PromQL (Prometheus Query Language) is how you ask questions about your metrics. You’ll write PromQL in several places:

WhereWhat For
Prometheus UI (http://prometheus:9090/graph)Ad-hoc exploration — type a query, see results as a table or graph. Great for debugging.
Grafana panelsDashboard visualizations — each panel has a PromQL query that powers its chart, gauge, or table.
Alert rules (rules/*.yml)The expr field in alert rules is PromQL — e.g. “fire if error rate > 5%.”
Recording rules (rules/*.yml)Pre-compute expensive queries — the expr field stores the result as a new metric.
HTTP API (/api/v1/query)Programmatic access — scripts and tools query Prometheus over HTTP and get JSON back.

In all cases, the syntax is the same. The examples below work anywhere you can write PromQL.

A single value per time series at the current moment:

http_requests_total # all series
http_requests_total{method="GET"} # filter by label
http_requests_total{status=~"5.."} # regex match (5xx errors)
http_requests_total{status!="200"} # not equal

Values over a time window (required by functions like rate):

http_requests_total[5m] # last 5 minutes of data points
http_requests_total[1h] # last 1 hour
# Rate of increase per second (for counters)
rate(http_requests_total[5m])
# Increase over a period (total count, not per-second)
increase(http_requests_total[1h])
# Average over time
avg_over_time(node_cpu_seconds_total[5m])
# Current value minus value 1 hour ago
node_memory_available_bytes - node_memory_available_bytes offset 1h
# Sum across all instances
sum(rate(http_requests_total[5m]))
# Sum by specific label
sum by (method) (rate(http_requests_total[5m]))
# Average by job
avg by (job) (node_memory_available_bytes)
# Top 5 highest request rates
topk(5, rate(http_requests_total[5m]))
# Count of time series
count(up == 1)
OperatorWhat It Does
sumTotal across series
avgAverage
min / maxMinimum / maximum
countNumber of series
topk(n, ...)Top N series by value
bottomk(n, ...)Bottom N series
quantile(0.95, ...)95th percentile across series
# Error rate as a percentage
sum(rate(http_requests_total{status=~"5.."}[5m]))
/
sum(rate(http_requests_total[5m]))
* 100
# Available memory percentage
node_memory_MemAvailable_bytes / node_memory_MemTotal_bytes * 100

Pre-compute expensive queries and store the result as a new metric:

rules/recording.yml
groups:
- name: http_rules
rules:
- record: job:http_requests:rate5m
expr: sum by (job) (rate(http_requests_total[5m]))
- record: job:http_errors:rate5m
expr: sum by (job) (rate(http_requests_total{status=~"5.."}[5m]))
- record: job:http_error_ratio
expr: job:http_errors:rate5m / job:http_requests:rate5m

Recording rules speed up dashboards and make alert rules simpler to write.

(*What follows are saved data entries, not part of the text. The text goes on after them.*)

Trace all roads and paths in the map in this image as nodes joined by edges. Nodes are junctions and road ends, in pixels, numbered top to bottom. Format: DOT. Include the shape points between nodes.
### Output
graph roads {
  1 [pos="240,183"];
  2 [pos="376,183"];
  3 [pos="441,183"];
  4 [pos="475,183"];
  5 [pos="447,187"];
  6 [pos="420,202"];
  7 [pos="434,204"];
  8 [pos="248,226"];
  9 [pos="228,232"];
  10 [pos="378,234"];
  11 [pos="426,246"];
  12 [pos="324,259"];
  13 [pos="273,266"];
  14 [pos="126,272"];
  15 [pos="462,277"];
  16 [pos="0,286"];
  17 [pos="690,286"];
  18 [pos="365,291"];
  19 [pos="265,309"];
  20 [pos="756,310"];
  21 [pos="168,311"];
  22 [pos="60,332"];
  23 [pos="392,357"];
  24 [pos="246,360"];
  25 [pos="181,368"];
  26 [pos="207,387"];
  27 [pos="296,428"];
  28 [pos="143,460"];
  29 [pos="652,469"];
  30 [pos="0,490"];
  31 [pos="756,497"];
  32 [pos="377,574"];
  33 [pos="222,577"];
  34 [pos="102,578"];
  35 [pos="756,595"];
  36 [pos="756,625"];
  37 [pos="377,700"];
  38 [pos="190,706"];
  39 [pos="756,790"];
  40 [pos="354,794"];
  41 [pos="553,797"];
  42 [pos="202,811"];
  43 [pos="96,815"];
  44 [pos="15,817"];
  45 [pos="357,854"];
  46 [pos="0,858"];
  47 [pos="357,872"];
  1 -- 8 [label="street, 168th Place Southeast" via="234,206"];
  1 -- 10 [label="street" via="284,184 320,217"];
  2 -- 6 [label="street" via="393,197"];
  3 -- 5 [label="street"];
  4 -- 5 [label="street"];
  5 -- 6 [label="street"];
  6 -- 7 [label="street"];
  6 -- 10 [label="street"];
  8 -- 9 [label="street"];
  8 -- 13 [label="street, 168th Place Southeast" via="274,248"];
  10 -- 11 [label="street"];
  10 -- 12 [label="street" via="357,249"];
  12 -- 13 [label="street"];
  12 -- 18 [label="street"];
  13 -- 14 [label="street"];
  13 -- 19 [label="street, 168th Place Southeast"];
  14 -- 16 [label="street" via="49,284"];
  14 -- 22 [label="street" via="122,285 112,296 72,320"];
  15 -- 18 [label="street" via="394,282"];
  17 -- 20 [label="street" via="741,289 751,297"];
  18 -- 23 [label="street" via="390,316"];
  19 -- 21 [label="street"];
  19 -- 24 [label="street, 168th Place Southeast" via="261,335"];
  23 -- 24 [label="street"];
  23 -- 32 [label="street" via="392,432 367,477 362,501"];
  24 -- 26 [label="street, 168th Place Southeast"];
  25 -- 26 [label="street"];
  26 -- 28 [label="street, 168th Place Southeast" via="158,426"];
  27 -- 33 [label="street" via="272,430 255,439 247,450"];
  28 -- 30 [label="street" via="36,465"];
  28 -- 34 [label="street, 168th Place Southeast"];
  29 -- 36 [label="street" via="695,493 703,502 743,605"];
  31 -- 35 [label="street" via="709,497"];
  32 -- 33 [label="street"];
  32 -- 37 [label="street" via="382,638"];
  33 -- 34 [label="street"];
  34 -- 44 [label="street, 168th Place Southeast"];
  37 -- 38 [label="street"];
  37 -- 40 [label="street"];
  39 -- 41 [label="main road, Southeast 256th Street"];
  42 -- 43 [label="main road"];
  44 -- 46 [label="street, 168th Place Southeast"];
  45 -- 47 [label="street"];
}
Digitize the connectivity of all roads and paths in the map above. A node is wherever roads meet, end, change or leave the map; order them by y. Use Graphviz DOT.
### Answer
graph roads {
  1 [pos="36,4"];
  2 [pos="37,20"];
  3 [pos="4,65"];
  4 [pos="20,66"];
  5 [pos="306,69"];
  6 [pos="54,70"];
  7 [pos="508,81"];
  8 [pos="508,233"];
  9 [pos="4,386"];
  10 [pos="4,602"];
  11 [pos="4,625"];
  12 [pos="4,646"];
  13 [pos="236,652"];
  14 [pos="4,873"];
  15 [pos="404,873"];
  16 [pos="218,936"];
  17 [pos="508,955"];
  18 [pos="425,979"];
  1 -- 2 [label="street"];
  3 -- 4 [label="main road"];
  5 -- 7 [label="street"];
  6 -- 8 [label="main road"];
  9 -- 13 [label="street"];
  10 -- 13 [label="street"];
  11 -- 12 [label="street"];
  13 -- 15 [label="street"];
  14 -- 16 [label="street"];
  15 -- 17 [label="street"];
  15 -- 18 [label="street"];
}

  • Prometheus is pull-based — targets expose /metrics, Prometheus scrapes them.
  • Four metric types: counter (totals), gauge (current state), histogram (distributions), summary (pre-calculated quantiles).
  • Always use rate() on counters — never query raw counter values.
  • PromQL supports label filtering, regex, aggregations (sum by, avg by), and binary operators.
  • Use recording rules to pre-compute expensive queries for dashboards and alerts.